**Work required**
Your answer should consist of the lines in the following data that contain "Green".

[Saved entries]
--
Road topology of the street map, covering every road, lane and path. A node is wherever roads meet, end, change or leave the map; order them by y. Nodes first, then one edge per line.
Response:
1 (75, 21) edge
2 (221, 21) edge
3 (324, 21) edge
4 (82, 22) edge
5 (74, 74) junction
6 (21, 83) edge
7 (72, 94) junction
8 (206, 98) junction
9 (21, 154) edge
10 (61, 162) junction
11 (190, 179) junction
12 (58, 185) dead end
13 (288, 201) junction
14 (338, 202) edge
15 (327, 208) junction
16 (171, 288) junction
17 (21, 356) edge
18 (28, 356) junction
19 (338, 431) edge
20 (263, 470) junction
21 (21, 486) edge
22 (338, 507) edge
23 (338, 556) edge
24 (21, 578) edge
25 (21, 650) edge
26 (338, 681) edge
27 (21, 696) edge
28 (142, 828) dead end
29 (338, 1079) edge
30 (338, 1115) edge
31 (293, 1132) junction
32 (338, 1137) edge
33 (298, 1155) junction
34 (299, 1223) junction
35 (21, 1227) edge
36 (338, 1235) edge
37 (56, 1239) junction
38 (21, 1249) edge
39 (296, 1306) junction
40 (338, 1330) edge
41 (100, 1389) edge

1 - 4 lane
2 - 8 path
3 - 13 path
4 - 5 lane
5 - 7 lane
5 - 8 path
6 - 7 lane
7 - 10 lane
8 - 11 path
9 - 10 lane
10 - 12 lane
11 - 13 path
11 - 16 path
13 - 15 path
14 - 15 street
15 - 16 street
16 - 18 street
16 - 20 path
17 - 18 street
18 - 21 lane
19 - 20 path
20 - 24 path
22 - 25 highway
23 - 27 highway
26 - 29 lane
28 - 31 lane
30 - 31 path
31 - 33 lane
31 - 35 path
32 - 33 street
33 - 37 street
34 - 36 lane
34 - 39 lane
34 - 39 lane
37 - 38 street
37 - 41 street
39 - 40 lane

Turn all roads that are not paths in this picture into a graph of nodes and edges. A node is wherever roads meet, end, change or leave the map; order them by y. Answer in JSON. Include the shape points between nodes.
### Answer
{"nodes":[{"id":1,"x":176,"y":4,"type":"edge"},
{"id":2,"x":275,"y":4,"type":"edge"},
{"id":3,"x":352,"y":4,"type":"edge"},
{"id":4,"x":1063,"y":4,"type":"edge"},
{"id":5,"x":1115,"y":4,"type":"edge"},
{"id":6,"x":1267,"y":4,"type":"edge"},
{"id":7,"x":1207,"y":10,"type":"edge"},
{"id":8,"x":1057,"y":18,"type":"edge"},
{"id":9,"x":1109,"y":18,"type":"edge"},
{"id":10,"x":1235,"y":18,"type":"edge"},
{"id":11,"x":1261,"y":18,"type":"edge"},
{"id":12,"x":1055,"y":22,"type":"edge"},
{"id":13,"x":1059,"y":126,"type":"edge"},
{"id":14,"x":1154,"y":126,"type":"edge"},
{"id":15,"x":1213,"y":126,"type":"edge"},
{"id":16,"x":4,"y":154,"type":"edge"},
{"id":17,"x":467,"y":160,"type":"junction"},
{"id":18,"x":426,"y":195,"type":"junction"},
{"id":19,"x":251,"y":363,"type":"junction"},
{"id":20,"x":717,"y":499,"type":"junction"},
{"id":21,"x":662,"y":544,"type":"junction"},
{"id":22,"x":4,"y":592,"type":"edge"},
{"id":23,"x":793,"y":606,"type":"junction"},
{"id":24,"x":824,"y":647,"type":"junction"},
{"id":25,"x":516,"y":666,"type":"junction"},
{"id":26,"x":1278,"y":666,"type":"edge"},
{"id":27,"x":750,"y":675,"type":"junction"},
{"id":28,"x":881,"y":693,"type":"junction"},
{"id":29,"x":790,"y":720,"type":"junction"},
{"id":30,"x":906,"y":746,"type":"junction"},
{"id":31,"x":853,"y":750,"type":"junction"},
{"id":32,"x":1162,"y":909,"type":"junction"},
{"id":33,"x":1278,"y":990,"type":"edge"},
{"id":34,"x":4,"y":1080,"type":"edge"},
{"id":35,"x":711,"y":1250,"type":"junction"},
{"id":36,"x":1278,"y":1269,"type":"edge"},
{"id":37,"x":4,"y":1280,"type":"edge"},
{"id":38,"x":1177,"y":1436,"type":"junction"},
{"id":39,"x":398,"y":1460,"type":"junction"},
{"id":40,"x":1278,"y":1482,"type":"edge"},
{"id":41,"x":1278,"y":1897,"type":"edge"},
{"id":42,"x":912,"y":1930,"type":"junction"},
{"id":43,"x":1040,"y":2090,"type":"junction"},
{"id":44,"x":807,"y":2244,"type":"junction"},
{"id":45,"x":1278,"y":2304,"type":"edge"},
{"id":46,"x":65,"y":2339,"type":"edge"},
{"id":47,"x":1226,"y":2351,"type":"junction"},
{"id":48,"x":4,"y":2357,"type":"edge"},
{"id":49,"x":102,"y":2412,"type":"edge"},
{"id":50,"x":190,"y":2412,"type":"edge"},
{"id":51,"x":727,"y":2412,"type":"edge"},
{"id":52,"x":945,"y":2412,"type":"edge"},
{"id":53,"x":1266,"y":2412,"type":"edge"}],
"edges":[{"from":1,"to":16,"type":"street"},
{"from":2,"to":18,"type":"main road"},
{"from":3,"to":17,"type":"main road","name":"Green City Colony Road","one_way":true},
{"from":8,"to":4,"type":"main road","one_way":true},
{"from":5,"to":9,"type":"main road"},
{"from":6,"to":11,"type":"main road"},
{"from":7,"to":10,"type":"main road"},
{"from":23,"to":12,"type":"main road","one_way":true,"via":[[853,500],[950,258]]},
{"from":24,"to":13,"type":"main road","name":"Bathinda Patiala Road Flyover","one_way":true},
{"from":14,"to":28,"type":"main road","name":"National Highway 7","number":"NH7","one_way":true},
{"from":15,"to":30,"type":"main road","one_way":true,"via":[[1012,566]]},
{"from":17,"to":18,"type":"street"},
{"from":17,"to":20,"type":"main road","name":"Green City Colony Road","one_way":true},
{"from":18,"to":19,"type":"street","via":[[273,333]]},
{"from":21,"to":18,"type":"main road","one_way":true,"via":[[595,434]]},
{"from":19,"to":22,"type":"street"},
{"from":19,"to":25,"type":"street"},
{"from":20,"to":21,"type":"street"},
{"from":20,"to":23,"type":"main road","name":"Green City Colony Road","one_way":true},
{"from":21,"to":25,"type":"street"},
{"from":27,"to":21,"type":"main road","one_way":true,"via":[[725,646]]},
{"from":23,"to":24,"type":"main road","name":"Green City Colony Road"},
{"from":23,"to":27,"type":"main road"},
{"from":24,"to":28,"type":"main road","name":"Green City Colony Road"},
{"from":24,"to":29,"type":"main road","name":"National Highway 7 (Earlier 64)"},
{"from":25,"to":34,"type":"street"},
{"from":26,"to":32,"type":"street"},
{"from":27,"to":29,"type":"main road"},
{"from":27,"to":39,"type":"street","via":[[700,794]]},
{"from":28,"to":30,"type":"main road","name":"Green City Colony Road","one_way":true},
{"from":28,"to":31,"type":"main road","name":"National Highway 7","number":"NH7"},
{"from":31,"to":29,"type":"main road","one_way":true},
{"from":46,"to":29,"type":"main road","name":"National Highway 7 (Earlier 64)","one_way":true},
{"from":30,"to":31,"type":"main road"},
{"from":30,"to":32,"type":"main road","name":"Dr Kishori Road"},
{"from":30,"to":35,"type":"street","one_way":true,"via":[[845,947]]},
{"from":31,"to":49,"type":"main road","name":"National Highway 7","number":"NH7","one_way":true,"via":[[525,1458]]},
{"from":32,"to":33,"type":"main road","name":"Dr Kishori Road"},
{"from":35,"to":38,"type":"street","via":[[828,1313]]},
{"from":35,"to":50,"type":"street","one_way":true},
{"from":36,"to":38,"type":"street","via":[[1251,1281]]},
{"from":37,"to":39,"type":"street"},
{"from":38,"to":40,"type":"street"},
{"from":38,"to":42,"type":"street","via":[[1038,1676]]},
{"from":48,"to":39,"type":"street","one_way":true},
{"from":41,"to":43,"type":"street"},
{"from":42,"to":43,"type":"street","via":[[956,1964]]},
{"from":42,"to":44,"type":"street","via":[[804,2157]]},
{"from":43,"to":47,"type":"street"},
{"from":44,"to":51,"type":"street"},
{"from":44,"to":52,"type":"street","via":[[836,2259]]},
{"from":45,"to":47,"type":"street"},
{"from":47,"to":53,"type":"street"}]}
--
**Exercise output**
{"from":3,"to":17,"type":"main road","name":"Green City Colony Road","one_way":true},
{"from":17,"to":20,"type":"main road","name":"Green City Colony Road","one_way":true},
{"from":20,"to":23,"type":"main road","name":"Green City Colony Road","one_way":true},
{"from":23,"to":24,"type":"main road","name":"Green City Colony Road"},
{"from":24,"to":28,"type":"main road","name":"Green City Colony Road"},
{"from":28,"to":30,"type":"main road","name":"Green City Colony Road","one_way":true},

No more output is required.